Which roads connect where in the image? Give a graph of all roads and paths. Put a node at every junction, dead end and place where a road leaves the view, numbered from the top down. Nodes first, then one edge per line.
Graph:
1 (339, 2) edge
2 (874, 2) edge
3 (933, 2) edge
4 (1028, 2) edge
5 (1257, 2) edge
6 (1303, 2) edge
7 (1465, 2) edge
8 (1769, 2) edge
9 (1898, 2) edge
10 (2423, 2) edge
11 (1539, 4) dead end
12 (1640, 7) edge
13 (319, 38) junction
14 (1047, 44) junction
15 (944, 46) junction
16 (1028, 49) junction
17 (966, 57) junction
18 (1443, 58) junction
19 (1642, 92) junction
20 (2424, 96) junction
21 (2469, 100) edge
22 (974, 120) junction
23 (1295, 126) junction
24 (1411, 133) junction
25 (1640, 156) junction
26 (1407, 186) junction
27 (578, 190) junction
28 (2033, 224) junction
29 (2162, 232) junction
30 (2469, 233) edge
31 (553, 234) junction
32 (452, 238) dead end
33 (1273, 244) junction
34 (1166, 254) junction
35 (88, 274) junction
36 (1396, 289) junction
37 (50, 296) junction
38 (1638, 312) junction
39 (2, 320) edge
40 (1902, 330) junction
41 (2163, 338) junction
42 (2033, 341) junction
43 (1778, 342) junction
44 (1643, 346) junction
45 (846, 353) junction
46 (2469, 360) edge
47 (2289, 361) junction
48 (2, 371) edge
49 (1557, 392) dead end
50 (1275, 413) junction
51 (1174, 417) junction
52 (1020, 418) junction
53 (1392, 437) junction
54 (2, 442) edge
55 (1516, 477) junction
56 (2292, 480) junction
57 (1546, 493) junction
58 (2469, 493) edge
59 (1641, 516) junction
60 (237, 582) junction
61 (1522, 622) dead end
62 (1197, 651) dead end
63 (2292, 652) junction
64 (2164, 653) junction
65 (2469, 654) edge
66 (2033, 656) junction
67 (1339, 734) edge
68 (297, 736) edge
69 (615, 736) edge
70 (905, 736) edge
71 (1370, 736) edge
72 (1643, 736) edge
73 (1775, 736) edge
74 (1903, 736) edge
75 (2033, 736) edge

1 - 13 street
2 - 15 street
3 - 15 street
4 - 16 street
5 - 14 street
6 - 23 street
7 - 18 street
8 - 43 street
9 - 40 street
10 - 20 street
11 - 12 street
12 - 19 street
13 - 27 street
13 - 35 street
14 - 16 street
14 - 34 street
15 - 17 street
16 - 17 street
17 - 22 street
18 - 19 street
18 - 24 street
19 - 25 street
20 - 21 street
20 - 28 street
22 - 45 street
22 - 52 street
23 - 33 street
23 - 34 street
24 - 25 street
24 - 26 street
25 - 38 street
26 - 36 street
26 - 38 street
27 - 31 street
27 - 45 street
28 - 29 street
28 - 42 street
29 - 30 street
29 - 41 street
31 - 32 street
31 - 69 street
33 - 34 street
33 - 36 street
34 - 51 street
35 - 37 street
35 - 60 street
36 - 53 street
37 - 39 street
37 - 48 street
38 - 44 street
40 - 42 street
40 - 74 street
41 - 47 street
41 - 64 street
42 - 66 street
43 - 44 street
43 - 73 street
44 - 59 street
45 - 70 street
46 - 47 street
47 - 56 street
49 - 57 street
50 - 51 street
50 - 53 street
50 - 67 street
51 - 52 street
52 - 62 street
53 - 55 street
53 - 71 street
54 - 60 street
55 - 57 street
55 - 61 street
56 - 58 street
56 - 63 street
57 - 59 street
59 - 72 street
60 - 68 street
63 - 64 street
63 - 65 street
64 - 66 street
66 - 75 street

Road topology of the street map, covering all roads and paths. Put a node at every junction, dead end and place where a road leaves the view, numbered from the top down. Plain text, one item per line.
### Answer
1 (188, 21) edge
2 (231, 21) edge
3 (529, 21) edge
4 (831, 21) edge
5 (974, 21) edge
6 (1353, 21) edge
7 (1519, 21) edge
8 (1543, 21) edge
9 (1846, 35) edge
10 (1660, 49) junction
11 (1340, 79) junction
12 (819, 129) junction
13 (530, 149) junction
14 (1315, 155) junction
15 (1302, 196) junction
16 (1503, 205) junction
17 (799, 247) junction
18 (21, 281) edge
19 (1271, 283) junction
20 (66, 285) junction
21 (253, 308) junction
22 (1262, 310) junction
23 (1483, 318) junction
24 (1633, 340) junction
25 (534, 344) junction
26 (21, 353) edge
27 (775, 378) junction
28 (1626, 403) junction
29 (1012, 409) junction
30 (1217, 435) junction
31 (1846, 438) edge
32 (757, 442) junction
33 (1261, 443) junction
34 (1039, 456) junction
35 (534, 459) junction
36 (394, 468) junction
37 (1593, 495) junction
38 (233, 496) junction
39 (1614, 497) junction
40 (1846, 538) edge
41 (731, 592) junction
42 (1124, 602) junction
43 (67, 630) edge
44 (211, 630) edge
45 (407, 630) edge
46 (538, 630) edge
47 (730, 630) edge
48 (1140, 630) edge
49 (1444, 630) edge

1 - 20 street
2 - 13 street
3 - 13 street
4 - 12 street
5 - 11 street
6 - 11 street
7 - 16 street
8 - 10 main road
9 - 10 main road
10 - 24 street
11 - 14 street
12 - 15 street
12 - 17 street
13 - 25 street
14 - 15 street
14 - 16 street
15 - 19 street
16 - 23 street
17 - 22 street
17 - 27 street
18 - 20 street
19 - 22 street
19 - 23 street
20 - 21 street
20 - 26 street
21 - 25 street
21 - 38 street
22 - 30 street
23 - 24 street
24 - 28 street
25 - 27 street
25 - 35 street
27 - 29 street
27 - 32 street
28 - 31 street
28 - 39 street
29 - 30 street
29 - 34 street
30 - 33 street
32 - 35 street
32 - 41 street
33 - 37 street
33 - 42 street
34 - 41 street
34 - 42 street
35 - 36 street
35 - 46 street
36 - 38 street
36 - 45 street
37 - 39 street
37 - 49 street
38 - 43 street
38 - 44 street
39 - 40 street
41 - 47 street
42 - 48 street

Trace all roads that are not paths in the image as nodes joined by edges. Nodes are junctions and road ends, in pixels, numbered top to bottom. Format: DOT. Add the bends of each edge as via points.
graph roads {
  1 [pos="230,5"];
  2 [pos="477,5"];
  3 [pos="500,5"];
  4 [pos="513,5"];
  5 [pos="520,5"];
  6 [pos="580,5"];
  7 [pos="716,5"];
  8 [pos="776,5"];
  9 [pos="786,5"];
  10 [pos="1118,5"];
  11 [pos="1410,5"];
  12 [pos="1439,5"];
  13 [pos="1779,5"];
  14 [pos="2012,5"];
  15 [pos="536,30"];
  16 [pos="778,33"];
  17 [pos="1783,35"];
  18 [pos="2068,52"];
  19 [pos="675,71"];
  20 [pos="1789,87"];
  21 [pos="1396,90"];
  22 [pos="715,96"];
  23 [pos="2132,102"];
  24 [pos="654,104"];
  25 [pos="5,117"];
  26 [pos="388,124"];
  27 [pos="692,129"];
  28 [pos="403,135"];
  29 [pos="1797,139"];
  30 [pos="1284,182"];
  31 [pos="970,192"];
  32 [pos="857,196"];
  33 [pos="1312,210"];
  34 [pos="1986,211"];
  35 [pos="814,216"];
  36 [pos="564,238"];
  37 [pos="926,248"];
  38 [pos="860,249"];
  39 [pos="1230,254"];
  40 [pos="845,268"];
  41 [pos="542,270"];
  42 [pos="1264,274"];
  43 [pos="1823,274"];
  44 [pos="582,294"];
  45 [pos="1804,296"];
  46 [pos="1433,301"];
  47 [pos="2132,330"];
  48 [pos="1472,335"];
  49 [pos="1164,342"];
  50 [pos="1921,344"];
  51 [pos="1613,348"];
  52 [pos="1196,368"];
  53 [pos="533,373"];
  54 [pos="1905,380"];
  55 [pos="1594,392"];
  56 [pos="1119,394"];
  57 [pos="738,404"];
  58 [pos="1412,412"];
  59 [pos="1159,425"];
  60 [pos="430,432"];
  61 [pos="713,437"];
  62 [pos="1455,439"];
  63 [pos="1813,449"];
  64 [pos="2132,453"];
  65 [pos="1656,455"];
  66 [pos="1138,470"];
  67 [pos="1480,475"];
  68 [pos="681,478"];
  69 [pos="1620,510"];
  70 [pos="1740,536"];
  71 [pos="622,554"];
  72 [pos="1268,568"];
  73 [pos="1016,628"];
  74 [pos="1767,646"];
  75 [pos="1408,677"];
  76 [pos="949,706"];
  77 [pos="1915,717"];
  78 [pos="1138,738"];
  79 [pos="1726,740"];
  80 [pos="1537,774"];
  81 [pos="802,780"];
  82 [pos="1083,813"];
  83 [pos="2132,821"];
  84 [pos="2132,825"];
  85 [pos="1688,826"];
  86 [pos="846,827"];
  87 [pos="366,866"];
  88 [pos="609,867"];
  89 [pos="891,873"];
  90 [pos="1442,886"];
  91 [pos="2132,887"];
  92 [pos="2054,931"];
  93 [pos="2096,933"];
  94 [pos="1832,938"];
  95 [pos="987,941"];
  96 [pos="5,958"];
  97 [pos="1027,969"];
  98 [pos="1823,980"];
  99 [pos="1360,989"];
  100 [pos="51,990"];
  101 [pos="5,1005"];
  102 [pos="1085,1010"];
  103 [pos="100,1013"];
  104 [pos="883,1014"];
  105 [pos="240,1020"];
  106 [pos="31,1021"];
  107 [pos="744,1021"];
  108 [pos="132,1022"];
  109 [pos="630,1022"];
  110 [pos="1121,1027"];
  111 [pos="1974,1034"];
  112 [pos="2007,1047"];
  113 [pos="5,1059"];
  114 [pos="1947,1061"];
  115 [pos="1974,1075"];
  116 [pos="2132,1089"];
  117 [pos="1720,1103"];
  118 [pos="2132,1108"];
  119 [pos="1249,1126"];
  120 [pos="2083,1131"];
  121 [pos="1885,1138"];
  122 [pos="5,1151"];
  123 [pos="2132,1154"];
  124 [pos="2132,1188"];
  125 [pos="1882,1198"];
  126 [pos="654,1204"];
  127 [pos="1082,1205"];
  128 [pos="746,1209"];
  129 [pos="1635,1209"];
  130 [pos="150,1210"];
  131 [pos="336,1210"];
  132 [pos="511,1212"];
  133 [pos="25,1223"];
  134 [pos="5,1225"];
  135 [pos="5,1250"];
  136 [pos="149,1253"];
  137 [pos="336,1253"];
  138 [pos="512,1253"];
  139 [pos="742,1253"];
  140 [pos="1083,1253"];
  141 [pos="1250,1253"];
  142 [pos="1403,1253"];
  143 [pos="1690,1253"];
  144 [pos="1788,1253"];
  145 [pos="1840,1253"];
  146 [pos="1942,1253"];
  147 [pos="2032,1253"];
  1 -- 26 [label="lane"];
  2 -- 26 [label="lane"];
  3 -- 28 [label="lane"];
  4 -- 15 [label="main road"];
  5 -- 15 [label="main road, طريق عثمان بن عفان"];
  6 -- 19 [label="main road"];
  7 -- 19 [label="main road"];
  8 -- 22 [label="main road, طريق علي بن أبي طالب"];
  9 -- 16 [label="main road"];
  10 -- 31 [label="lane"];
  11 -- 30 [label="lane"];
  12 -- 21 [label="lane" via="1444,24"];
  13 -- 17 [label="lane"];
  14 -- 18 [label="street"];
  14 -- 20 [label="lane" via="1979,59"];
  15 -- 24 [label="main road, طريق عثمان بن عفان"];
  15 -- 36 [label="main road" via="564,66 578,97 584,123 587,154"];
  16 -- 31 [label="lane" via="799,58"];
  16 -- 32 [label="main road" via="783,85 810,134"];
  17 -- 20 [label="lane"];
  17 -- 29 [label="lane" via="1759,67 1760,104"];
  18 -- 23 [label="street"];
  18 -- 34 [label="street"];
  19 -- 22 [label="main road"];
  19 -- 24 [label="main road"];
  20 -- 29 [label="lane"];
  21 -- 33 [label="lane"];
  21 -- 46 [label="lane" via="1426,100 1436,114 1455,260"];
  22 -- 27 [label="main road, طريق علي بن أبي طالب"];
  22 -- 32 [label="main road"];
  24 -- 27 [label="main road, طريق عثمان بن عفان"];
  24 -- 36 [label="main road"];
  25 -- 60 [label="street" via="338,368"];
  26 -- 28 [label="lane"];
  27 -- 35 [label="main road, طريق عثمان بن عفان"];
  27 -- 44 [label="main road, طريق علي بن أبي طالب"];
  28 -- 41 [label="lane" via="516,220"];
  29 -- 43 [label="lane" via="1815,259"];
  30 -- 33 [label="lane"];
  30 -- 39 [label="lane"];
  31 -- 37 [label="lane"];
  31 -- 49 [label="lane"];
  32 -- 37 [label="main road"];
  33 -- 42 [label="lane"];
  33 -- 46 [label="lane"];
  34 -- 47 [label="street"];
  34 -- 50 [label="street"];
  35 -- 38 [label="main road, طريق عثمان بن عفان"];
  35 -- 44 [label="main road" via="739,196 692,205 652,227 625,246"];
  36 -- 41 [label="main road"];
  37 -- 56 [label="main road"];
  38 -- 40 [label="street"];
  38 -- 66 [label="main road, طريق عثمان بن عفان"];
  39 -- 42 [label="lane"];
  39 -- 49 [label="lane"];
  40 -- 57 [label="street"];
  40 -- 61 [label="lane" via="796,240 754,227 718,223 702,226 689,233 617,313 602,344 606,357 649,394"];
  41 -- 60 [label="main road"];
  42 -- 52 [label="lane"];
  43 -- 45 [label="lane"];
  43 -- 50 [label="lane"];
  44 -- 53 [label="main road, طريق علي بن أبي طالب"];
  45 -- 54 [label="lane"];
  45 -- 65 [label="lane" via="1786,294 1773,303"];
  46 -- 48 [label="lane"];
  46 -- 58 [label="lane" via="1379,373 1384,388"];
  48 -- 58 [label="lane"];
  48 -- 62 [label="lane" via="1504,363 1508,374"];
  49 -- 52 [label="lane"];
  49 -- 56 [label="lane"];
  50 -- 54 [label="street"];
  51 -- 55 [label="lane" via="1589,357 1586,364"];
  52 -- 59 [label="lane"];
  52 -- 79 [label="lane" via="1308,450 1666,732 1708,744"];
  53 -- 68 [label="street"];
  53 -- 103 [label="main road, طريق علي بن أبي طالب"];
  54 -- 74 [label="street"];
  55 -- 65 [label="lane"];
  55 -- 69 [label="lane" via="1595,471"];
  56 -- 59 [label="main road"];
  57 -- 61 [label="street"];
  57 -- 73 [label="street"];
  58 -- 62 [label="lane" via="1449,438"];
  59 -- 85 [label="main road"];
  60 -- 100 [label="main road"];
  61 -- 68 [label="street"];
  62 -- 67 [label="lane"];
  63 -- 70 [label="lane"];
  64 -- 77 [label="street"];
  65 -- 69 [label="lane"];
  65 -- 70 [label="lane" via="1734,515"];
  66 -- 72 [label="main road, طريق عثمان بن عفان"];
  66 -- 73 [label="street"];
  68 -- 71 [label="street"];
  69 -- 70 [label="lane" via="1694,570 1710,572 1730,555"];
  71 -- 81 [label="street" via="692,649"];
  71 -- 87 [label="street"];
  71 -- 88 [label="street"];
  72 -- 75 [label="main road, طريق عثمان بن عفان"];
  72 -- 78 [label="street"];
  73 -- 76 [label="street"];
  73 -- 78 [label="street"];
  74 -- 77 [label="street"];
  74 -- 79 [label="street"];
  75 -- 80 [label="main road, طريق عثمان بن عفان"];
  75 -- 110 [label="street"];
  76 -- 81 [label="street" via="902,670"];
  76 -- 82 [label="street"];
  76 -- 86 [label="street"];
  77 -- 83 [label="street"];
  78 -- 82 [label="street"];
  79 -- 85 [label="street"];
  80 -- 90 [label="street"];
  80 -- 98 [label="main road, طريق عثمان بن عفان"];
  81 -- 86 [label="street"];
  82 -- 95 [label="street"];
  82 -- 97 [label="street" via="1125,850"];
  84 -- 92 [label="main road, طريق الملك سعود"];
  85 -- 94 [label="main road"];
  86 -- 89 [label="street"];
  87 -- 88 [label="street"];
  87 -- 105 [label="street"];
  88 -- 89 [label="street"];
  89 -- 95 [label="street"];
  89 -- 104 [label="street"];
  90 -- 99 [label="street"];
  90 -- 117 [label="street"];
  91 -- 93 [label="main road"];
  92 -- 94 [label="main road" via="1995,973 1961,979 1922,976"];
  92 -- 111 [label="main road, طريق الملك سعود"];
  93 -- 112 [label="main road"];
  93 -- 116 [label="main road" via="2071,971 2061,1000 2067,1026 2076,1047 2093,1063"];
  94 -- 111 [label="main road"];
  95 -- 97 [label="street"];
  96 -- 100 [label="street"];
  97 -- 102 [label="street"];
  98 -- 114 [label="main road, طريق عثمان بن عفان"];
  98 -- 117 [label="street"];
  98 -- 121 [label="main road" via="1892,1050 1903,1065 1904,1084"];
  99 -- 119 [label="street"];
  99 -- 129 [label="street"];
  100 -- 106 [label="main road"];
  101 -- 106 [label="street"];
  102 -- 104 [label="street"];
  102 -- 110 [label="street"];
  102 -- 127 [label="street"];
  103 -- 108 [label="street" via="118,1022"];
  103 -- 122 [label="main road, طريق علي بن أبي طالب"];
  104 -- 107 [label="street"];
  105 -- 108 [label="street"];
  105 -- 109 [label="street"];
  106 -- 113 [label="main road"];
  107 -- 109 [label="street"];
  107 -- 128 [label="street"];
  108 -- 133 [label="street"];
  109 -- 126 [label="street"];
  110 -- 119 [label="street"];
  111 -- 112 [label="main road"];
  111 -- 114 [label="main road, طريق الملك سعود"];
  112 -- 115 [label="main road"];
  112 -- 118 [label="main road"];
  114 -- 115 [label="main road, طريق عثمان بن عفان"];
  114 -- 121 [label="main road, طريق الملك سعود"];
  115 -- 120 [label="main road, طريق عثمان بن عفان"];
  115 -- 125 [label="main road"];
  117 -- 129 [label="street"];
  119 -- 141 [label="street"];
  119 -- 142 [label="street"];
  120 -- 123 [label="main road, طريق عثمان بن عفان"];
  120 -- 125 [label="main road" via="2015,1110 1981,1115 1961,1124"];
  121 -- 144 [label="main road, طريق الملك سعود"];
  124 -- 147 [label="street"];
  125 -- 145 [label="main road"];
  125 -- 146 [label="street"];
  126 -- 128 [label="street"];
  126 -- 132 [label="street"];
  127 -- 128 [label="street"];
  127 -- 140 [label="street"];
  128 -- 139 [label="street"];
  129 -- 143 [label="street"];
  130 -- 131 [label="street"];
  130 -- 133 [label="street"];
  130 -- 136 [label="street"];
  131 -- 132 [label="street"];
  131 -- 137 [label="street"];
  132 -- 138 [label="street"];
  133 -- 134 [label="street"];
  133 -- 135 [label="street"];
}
= = = = = = =
§ Description of the task
Show all lines of the material in which the word "الملك" can be found.

§ Answer to the problem
  84 -- 92 [label="main road, طريق الملك سعود"];
  92 -- 111 [label="main road, طريق الملك سعود"];
  111 -- 114 [label="main road, طريق الملك سعود"];
  114 -- 121 [label="main road, طريق الملك سعود"];
  121 -- 144 [label="main road, طريق الملك سعود"];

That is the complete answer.